____ EXCERPTED RECORDS

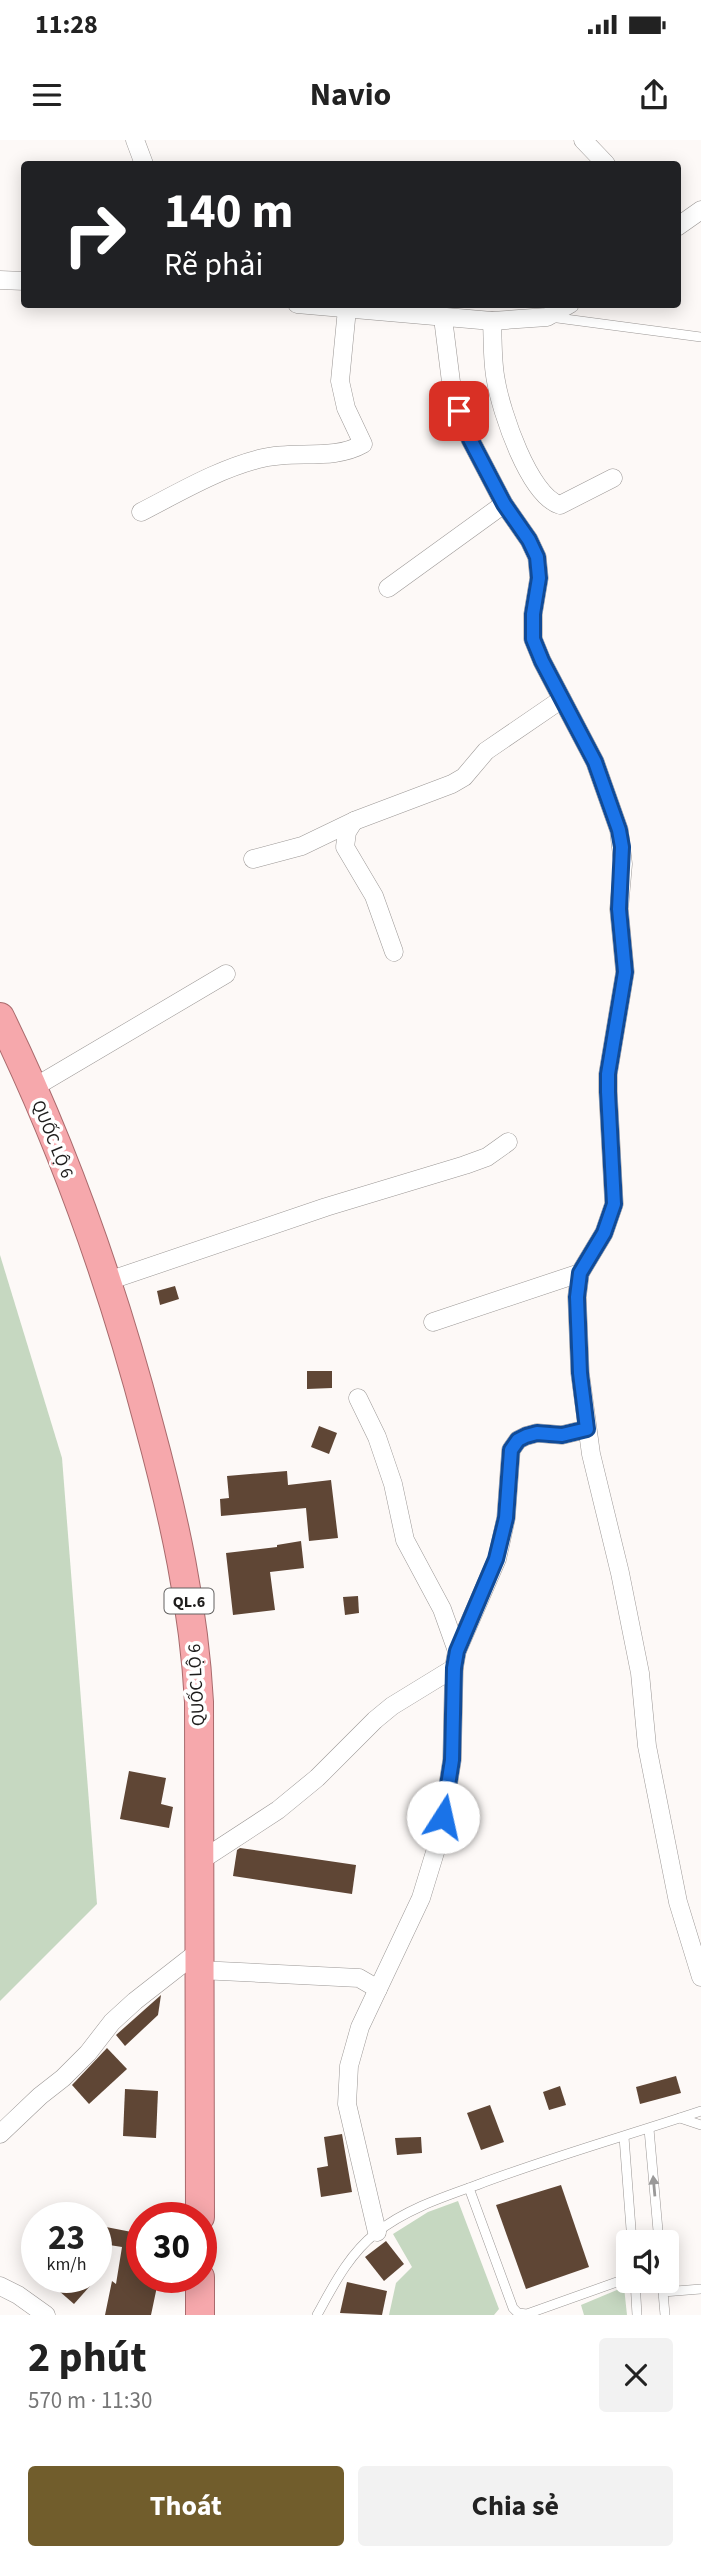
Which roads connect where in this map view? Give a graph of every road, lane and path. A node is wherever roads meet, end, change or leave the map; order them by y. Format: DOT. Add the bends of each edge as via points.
graph roads {
  1 [pos="135,140"];
  2 [pos="583,140"];
  3 [pos="143,161"];
  4 [pos="603,161"];
  5 [pos="701,210"];
  6 [pos="681,225"];
  7 [pos="0,280"];
  8 [pos="21,281"];
  9 [pos="336,308"];
  10 [pos="563,308"];
  11 [pos="346,309"];
  12 [pos="443,317"];
  13 [pos="547,317"];
  14 [pos="492,321"];
  15 [pos="701,337"];
  16 [pos="613,478"];
  17 [pos="504,504"];
  18 [pos="141,512"];
  19 [pos="388,588"];
  20 [pos="562,699"];
  21 [pos="354,821"];
  22 [pos="253,859"];
  23 [pos="394,952"];
  24 [pos="226,974"];
  25 [pos="0,1017"];
  26 [pos="33,1088"];
  27 [pos="508,1142"];
  28 [pos="580,1273"];
  29 [pos="108,1281"];
  30 [pos="433,1322"];
  31 [pos="358,1398"];
  32 [pos="587,1429"];
  33 [pos="455,1659"];
  34 [pos="200,1861"];
  35 [pos="199,1960"];
  36 [pos="701,1977"];
  37 [pos="378,1989"];
  38 [pos="701,2111"];
  39 [pos="680,2118"];
  40 [pos="701,2125"];
  41 [pos="649,2129"];
  42 [pos="0,2134"];
  43 [pos="624,2137"];
  44 [pos="469,2188"];
  45 [pos="200,2202"];
  46 [pos="631,2230"];
  47 [pos="658,2230"];
  48 [pos="377,2232"];
  49 [pos="616,2282"];
  50 [pos="0,2286"];
  51 [pos="701,2289"];
  52 [pos="679,2291"];
  53 [pos="200,2293"];
  54 [pos="636,2293"];
  55 [pos="663,2293"];
  56 [pos="34,2312"];
  57 [pos="201,2315"];
  58 [pos="317,2315"];
  59 [pos="637,2315"];
  60 [pos="665,2315"];
  1 -- 3 [label="street"];
  2 -- 4 [label="street"];
  5 -- 6 [label="street"];
  7 -- 8 [label="street"];
  9 -- 11 [label="street"];
  10 -- 13 [label="street"];
  11 -- 12 [label="street"];
  11 -- 18 [label="street" via="340,381 346,408 363,444 344,453 266,457 213,476"];
  12 -- 14 [label="street"];
  12 -- 17 [label="street" via="459,411"];
  13 -- 14 [label="street"];
  13 -- 15 [label="lane"];
  14 -- 16 [label="street" via="495,379 502,408 542,493 560,505"];
  17 -- 19 [label="street"];
  17 -- 20 [label="street" via="537,557 533,639"];
  20 -- 21 [label="street" via="486,751 464,777"];
  20 -- 28 [label="street" via="595,762 619,830 623,863 619,909 625,972 608,1074 614,1204 604,1233"];
  21 -- 22 [label="street" via="302,846"];
  21 -- 23 [label="street" via="345,847 374,896"];
  24 -- 26 [label="street"];
  25 -- 26 [label="highway, QUỐC LỘ 6 / QL.6"];
  26 -- 29 [label="highway, QUỐC LỘ 6 / QL.6"];
  27 -- 29 [label="street" via="465,1165"];
  28 -- 30 [label="street"];
  28 -- 32 [label="street" via="579,1343"];
  29 -- 34 [label="highway, QUỐC LỘ 6 / QL.6" via="168,1498 191,1616 199,1702"];
  31 -- 33 [label="street" via="393,1484 405,1540 442,1609"];
  32 -- 33 [label="street" via="526,1436 511,1450 506,1518 496,1559"];
  32 -- 36 [label="street" via="640,1673 647,1746 678,1902"];
  33 -- 34 [label="street" via="375,1720 278,1810"];
  33 -- 37 [label="street" via="452,1760 440,1836 421,1898"];
  34 -- 35 [label="highway, QUỐC LỘ 6 / QL.6"];
  35 -- 37 [label="street" via="359,1978"];
  35 -- 42 [label="street" via="135,2001 63,2078"];
  35 -- 45 [label="highway, QUỐC LỘ 6 / QL.6"];
  37 -- 48 [label="street" via="354,2044 347,2104"];
  38 -- 39 [label="lane"];
  39 -- 40 [label="lane"];
  39 -- 41 [label="lane"];
  41 -- 43 [label="lane"];
  47 -- 41 [label="lane, one-way"];
  43 -- 44 [label="lane"];
  43 -- 46 [label="lane"];
  44 -- 48 [label="lane" via="435,2200"];
  44 -- 49 [label="lane" via="518,2312 527,2314"];
  48 -- 58 [label="lane" via="337,2278"];
  50 -- 56 [label="street"];
  51 -- 52 [label="lane"];
  53 -- 57 [label="highway"];
  54 -- 59 [label="lane"];
  55 -- 60 [label="lane"];
}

________

### WHAT THE TASK ASKS:
Write out the data word for word. Any picture is to be skipped.

### TASK SOLUTION:
Which roads connect where in this map view? Give a graph of every road, lane and path. A node is wherever roads meet, end, change or leave the map; order them by y. Format: DOT. Add the bends of each edge as via points.
graph roads {
  1 [pos="135,140"];
  2 [pos="583,140"];
  3 [pos="143,161"];
  4 [pos="603,161"];
  5 [pos="701,210"];
  6 [pos="681,225"];
  7 [pos="0,280"];
  8 [pos="21,281"];
  9 [pos="336,308"];
  10 [pos="563,308"];
  11 [pos="346,309"];
  12 [pos="443,317"];
  13 [pos="547,317"];
  14 [pos="492,321"];
  15 [pos="701,337"];
  16 [pos="613,478"];
  17 [pos="504,504"];
  18 [pos="141,512"];
  19 [pos="388,588"];
  20 [pos="562,699"];
  21 [pos="354,821"];
  22 [pos="253,859"];
  23 [pos="394,952"];
  24 [pos="226,974"];
  25 [pos="0,1017"];
  26 [pos="33,1088"];
  27 [pos="508,1142"];
  28 [pos="580,1273"];
  29 [pos="108,1281"];
  30 [pos="433,1322"];
  31 [pos="358,1398"];
  32 [pos="587,1429"];
  33 [pos="455,1659"];
  34 [pos="200,1861"];
  35 [pos="199,1960"];
  36 [pos="701,1977"];
  37 [pos="378,1989"];
  38 [pos="701,2111"];
  39 [pos="680,2118"];
  40 [pos="701,2125"];
  41 [pos="649,2129"];
  42 [pos="0,2134"];
  43 [pos="624,2137"];
  44 [pos="469,2188"];
  45 [pos="200,2202"];
  46 [pos="631,2230"];
  47 [pos="658,2230"];
  48 [pos="377,2232"];
  49 [pos="616,2282"];
  50 [pos="0,2286"];
  51 [pos="701,2289"];
  52 [pos="679,2291"];
  53 [pos="200,2293"];
  54 [pos="636,2293"];
  55 [pos="663,2293"];
  56 [pos="34,2312"];
  57 [pos="201,2315"];
  58 [pos="317,2315"];
  59 [pos="637,2315"];
  60 [pos="665,2315"];
  1 -- 3 [label="street"];
  2 -- 4 [label="street"];
  5 -- 6 [label="street"];
  7 -- 8 [label="street"];
  9 -- 11 [label="street"];
  10 -- 13 [label="street"];
  11 -- 12 [label="street"];
  11 -- 18 [label="street" via="340,381 346,408 363,444 344,453 266,457 213,476"];
  12 -- 14 [label="street"];
  12 -- 17 [label="street" via="459,411"];
  13 -- 14 [label="street"];
  13 -- 15 [label="lane"];
  14 -- 16 [label="street" via="495,379 502,408 542,493 560,505"];
  17 -- 19 [label="street"];
  17 -- 20 [label="street" via="537,557 533,639"];
  20 -- 21 [label="street" via="486,751 464,777"];
  20 -- 28 [label="street" via="595,762 619,830 623,863 619,909 625,972 608,1074 614,1204 604,1233"];
  21 -- 22 [label="street" via="302,846"];
  21 -- 23 [label="street" via="345,847 374,896"];
  24 -- 26 [label="street"];
  25 -- 26 [label="highway, QUỐC LỘ 6 / QL.6"];
  26 -- 29 [label="highway, QUỐC LỘ 6 / QL.6"];
  27 -- 29 [label="street" via="465,1165"];
  28 -- 30 [label="street"];
  28 -- 32 [label="street" via="579,1343"];
  29 -- 34 [label="highway, QUỐC LỘ 6 / QL.6" via="168,1498 191,1616 199,1702"];
  31 -- 33 [label="street" via="393,1484 405,1540 442,1609"];
  32 -- 33 [label="street" via="526,1436 511,1450 506,1518 496,1559"];
  32 -- 36 [label="street" via="640,1673 647,1746 678,1902"];
  33 -- 34 [label="street" via="375,1720 278,1810"];
  33 -- 37 [label="street" via="452,1760 440,1836 421,1898"];
  34 -- 35 [label="highway, QUỐC LỘ 6 / QL.6"];
  35 -- 37 [label="street" via="359,1978"];
  35 -- 42 [label="street" via="135,2001 63,2078"];
  35 -- 45 [label="highway, QUỐC LỘ 6 / QL.6"];
  37 -- 48 [label="street" via="354,2044 347,2104"];
  38 -- 39 [label="lane"];
  39 -- 40 [label="lane"];
  39 -- 41 [label="lane"];
  41 -- 43 [label="lane"];
  47 -- 41 [label="lane, one-way"];
  43 -- 44 [label="lane"];
  43 -- 46 [label="lane"];
  44 -- 48 [label="lane" via="435,2200"];
  44 -- 49 [label="lane" via="518,2312 527,2314"];
  48 -- 58 [label="lane" via="337,2278"];
  50 -- 56 [label="street"];
  51 -- 52 [label="lane"];
  53 -- 57 [label="highway"];
  54 -- 59 [label="lane"];
  55 -- 60 [label="lane"];
}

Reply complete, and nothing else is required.